##### SOURCE DATA #####
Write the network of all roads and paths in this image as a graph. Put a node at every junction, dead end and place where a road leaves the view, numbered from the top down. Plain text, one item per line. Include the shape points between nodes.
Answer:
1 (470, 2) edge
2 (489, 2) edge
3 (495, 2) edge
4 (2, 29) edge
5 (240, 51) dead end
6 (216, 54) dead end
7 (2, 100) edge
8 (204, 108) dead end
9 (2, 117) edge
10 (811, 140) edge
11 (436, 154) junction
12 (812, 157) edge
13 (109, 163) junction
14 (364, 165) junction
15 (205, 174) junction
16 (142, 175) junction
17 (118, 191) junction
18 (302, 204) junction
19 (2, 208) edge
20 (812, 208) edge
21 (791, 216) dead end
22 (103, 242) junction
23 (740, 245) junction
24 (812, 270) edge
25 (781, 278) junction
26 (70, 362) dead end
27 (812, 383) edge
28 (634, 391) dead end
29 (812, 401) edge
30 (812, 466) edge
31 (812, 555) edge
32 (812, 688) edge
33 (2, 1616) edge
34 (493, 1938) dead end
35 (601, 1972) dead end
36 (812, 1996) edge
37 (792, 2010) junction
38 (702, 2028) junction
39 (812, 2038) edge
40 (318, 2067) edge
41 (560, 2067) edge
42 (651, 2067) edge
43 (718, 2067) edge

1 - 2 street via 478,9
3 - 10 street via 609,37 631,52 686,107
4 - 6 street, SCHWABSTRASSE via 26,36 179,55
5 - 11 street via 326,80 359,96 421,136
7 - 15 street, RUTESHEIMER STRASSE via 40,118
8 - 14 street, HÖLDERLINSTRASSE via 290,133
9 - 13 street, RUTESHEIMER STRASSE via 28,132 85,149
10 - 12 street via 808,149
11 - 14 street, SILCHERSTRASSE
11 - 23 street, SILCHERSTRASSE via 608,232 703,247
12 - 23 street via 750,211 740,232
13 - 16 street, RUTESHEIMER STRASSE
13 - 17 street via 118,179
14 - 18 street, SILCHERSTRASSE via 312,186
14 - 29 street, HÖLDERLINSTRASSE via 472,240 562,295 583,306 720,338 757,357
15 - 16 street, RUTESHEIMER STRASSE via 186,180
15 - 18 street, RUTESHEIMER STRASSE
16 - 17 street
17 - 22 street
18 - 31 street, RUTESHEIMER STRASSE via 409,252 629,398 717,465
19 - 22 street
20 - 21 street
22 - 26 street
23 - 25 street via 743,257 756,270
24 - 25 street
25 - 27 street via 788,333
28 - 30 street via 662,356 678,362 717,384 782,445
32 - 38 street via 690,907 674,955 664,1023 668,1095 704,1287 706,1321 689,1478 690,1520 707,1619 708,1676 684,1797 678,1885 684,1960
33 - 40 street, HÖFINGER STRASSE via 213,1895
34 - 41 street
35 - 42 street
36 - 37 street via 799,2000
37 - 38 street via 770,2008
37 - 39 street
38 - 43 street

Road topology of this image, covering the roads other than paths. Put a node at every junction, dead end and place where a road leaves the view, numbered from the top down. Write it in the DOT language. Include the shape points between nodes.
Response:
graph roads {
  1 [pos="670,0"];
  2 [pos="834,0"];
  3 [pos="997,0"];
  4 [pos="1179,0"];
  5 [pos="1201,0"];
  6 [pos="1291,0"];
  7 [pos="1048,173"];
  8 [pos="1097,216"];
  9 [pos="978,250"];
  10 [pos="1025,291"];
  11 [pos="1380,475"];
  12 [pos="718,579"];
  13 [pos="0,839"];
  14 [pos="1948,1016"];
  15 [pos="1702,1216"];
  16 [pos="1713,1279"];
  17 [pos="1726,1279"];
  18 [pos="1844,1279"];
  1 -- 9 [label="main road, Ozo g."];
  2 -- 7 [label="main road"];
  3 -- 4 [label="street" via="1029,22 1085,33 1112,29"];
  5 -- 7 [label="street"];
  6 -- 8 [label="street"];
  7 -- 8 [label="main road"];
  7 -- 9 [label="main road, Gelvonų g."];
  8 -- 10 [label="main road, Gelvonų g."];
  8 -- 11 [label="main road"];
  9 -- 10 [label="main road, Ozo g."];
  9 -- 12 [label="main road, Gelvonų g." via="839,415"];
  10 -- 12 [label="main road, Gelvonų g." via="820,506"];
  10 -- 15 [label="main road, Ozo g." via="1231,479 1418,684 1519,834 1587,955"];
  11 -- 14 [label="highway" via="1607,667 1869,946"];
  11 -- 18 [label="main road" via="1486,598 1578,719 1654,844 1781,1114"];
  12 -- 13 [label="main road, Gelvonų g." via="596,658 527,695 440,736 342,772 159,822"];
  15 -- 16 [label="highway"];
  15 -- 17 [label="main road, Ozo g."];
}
#####
Identify the lines of the data that contain the word "every". Copy each of them.

- _WRITTEN SOLUTION_
Write the network of all roads and paths in this image as a graph. Put a node at every junction, dead end and place where a road leaves the view, numbered from the top down. Plain text, one item per line. Include the shape points between nodes.
Road topology of this image, covering the roads other than paths. Put a node at every junction, dead end and place where a road leaves the view, numbered from the top down. Write it in the DOT language. Include the shape points between nodes.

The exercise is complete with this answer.